→ Directions
In the records that follow, find each line with the word "lane" and copy it.

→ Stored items

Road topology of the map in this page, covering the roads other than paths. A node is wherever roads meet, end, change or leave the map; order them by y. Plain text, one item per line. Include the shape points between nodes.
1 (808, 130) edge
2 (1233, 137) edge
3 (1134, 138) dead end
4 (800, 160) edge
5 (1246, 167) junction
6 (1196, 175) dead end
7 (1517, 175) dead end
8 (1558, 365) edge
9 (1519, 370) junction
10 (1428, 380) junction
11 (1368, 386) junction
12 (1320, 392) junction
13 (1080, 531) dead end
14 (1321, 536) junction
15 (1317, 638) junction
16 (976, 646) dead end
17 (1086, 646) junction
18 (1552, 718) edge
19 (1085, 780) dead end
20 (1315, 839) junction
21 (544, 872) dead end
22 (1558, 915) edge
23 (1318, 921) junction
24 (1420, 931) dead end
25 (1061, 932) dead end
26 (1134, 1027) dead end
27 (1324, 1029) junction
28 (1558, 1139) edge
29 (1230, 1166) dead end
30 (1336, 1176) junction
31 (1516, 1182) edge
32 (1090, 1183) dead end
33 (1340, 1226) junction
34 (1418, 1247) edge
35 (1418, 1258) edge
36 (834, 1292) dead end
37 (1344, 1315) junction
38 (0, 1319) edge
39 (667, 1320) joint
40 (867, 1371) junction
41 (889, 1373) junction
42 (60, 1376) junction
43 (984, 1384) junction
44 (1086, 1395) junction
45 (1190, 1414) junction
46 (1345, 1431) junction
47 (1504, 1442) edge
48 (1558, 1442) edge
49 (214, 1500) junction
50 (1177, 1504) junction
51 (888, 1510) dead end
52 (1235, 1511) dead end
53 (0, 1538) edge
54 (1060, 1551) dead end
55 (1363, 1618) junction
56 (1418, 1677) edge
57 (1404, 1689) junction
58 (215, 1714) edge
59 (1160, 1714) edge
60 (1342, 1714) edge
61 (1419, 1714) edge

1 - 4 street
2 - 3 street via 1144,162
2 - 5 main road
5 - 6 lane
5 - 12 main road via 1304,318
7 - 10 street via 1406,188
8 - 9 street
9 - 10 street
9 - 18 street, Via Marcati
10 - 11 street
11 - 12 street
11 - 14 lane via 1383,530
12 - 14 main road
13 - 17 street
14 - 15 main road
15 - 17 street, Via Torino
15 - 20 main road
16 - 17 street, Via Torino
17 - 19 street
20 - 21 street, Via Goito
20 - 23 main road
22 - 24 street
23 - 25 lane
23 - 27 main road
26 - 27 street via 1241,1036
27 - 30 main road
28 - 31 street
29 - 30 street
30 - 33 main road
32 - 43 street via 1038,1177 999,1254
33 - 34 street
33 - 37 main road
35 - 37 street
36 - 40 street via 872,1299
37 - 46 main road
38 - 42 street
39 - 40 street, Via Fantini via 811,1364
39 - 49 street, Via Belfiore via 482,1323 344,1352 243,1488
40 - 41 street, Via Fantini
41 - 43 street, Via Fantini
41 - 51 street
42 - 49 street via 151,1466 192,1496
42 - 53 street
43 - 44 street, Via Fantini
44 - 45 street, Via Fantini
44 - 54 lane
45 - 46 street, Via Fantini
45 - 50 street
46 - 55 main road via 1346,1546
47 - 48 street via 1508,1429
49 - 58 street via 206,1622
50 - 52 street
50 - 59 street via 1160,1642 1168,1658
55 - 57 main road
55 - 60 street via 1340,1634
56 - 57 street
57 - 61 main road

→ Your solution
5 - 6 lane
11 - 14 lane via 1383,530
23 - 25 lane
44 - 54 lane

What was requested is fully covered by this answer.